Problem requirements: The answer must be every line below that contains the string "Murai".
┌──
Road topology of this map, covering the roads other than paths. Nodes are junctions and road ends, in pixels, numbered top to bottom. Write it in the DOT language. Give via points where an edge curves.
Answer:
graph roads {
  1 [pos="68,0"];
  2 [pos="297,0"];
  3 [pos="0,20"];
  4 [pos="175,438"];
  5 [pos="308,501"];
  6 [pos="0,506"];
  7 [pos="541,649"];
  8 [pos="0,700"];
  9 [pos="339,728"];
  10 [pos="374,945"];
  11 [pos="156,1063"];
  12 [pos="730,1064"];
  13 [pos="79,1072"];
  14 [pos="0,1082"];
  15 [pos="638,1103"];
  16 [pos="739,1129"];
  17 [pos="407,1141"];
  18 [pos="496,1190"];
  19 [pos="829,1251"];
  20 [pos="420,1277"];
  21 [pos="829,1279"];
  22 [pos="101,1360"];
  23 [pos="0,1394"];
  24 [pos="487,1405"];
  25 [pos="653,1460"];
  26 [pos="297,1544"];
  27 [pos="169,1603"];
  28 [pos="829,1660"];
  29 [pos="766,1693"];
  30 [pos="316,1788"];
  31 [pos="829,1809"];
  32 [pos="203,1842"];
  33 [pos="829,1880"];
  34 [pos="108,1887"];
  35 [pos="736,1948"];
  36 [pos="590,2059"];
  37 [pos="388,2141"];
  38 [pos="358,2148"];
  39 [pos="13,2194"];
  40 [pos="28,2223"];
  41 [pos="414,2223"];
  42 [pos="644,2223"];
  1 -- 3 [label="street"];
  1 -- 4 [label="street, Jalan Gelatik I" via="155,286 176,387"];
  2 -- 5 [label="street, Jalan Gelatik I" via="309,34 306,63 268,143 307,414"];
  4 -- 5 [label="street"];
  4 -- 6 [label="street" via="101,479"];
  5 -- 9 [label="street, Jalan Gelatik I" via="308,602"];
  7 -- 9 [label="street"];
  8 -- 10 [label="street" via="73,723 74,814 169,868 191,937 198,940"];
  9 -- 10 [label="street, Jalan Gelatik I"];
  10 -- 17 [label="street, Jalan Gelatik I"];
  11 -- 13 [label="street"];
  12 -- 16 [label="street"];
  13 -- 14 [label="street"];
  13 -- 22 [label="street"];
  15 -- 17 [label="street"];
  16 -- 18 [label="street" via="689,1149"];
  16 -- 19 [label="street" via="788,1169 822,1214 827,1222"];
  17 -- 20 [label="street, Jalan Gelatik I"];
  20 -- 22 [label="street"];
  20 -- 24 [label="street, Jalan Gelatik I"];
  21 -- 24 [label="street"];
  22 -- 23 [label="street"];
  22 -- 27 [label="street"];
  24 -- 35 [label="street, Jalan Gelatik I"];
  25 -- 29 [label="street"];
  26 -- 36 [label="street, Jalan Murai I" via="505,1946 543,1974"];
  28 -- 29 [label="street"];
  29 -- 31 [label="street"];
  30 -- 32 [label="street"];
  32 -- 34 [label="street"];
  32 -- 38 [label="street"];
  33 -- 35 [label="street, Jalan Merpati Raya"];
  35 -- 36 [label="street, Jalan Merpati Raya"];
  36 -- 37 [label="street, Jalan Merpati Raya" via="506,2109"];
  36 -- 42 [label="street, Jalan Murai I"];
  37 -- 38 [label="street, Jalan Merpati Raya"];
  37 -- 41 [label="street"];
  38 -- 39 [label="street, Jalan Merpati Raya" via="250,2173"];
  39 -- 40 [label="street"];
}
└──
Answer to this exercise:
  26 -- 36 [label="street, Jalan Murai I" via="505,1946 543,1974"];
  36 -- 42 [label="street, Jalan Murai I"];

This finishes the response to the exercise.